BEGIN DATASET RECORDS
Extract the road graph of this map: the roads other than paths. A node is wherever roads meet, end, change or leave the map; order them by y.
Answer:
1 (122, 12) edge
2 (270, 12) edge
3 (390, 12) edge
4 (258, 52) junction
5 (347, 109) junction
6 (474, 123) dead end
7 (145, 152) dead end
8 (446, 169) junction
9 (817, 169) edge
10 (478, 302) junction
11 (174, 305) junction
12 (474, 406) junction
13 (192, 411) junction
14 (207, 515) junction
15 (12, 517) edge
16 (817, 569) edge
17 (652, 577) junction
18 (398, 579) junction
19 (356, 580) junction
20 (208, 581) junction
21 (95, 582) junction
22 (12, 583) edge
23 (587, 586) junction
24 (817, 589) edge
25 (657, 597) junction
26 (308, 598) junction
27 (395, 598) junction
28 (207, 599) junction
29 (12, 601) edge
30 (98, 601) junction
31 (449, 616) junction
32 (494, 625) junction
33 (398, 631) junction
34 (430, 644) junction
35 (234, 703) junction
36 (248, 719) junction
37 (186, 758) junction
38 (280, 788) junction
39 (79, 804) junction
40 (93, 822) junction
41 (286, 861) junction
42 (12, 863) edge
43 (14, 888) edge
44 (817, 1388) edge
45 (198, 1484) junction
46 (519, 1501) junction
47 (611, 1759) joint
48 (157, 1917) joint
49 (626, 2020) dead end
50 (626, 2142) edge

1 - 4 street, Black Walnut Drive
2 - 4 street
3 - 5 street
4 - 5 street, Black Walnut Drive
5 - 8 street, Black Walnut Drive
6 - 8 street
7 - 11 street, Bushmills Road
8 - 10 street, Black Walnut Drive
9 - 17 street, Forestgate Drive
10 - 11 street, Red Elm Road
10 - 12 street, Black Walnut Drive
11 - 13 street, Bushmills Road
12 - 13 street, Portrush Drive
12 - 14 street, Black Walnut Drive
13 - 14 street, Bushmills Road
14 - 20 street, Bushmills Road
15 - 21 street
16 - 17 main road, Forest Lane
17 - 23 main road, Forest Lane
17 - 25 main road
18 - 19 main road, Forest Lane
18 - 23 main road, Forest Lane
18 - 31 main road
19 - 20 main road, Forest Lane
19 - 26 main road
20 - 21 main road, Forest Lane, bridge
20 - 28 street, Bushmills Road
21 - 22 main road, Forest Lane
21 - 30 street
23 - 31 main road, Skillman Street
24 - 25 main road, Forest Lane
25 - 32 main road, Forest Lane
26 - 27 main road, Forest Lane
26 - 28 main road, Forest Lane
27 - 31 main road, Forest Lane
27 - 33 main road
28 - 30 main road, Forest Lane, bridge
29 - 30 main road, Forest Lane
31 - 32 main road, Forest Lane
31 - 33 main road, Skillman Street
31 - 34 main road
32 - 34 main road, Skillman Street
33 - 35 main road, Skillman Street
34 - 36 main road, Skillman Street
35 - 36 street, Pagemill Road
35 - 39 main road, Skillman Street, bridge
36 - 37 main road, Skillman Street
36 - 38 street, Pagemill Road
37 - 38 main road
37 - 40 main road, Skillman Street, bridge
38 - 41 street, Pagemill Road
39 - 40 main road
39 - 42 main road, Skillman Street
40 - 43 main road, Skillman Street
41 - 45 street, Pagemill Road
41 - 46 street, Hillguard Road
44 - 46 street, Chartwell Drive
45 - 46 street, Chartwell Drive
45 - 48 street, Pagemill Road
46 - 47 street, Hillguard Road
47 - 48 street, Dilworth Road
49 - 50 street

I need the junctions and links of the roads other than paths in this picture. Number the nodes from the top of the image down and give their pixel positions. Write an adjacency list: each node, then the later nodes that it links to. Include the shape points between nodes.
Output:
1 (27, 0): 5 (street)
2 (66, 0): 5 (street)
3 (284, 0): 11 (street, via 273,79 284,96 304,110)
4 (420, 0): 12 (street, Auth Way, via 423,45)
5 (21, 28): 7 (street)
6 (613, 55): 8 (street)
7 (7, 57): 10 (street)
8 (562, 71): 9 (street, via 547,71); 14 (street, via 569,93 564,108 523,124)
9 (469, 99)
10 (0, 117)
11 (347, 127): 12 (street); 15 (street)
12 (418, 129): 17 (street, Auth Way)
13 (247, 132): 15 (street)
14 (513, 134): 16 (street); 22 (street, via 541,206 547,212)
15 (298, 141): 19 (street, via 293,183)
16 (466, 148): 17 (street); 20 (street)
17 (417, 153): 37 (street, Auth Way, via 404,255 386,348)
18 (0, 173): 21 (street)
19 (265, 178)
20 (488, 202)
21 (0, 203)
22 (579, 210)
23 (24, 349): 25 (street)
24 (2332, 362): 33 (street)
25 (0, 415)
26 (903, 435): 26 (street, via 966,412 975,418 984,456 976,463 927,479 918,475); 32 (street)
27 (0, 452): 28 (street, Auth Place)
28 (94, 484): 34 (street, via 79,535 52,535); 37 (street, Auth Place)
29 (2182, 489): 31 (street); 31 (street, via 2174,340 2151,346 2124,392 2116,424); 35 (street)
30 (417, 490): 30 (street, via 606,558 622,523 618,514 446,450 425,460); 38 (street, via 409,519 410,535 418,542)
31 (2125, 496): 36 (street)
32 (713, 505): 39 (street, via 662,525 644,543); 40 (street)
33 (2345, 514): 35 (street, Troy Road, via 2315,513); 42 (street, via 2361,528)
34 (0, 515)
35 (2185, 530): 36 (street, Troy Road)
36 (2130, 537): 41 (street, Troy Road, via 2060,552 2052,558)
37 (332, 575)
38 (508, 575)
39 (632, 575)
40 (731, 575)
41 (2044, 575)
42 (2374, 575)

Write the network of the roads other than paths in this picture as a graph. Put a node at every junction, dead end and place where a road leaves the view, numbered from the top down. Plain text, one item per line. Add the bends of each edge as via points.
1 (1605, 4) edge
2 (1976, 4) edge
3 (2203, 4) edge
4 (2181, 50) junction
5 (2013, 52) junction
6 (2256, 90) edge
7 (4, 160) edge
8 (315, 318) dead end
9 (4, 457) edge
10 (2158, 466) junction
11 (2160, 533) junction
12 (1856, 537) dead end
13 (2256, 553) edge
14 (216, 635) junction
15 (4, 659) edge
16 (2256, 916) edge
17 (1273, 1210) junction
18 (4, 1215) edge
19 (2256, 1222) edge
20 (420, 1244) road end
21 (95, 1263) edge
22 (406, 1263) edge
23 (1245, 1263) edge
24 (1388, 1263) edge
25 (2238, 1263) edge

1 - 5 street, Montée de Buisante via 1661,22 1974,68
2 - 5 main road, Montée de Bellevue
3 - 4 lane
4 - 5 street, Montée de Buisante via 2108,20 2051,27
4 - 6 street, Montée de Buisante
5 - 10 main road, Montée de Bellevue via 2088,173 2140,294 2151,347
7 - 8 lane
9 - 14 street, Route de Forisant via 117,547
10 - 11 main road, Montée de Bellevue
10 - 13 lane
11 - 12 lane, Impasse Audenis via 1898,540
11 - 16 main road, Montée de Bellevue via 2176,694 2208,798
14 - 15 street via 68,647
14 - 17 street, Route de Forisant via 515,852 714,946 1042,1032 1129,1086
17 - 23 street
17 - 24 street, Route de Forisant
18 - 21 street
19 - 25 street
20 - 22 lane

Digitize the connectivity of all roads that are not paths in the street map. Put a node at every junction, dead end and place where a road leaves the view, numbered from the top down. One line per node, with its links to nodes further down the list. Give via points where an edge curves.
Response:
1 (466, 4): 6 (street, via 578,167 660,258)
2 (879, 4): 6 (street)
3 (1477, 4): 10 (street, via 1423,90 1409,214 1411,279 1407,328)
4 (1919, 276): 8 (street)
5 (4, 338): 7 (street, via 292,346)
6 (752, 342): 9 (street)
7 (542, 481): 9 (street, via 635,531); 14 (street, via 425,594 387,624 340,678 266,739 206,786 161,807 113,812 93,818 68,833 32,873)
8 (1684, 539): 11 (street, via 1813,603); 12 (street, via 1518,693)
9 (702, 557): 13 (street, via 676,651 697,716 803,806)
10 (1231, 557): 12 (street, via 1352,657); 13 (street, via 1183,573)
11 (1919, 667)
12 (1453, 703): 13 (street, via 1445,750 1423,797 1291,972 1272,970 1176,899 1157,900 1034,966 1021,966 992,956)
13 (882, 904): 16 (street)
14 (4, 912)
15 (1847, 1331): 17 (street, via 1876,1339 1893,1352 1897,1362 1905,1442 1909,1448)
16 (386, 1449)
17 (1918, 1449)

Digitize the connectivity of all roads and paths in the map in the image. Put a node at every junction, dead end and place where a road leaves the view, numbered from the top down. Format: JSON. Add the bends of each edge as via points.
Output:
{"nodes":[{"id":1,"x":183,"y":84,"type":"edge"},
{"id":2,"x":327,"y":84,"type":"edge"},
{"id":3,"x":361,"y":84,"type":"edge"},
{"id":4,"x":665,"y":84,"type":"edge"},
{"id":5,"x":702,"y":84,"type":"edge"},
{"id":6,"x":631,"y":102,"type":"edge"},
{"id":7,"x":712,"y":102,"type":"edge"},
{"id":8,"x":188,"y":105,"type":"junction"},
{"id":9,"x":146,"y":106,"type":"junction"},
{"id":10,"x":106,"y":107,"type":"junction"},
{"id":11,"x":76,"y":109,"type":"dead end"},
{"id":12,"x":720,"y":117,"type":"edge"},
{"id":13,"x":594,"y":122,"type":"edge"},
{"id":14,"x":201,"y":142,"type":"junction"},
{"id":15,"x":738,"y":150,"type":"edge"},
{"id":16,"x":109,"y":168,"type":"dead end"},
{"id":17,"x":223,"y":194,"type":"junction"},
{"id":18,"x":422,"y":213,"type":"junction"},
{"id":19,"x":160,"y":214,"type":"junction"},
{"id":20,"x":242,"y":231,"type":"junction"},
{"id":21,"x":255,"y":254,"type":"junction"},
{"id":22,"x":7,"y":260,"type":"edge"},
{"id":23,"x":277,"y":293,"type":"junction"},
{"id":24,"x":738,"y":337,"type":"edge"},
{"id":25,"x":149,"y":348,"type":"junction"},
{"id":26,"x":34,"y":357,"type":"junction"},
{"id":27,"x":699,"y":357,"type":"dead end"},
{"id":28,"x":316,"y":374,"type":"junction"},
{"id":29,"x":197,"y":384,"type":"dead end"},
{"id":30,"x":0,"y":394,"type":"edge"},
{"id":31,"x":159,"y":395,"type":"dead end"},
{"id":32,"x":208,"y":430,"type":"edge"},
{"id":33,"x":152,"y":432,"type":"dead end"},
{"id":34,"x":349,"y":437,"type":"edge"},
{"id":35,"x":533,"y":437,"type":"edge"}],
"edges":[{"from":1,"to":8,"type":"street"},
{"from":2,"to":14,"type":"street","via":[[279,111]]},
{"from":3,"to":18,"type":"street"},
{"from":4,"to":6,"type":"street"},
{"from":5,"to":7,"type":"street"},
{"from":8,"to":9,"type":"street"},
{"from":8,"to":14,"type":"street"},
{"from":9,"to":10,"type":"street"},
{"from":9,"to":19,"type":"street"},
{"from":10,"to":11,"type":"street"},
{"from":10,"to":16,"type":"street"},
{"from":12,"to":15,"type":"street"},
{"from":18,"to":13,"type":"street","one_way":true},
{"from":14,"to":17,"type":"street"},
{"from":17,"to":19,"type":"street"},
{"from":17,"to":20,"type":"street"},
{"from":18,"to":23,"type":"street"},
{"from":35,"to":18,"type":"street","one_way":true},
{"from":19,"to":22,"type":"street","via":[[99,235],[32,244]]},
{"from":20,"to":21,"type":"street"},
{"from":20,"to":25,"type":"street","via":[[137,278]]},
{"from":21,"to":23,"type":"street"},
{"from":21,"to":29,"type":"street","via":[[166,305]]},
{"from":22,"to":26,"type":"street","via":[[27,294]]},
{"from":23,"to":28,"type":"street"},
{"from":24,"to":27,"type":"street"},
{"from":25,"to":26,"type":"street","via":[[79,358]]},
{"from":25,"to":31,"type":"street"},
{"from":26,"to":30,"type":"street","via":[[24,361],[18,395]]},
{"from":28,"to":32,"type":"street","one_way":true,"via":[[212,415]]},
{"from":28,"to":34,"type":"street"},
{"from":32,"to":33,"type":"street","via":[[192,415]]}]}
END DATASET RECORDS
• ACTIVITY
Every line above that holds the word "Buisante" is to be found and copied.

• EXERCISE SOLUTION
1 - 5 street, Montée de Buisante via 1661,22 1974,68
4 - 5 street, Montée de Buisante via 2108,20 2051,27
4 - 6 street, Montée de Buisante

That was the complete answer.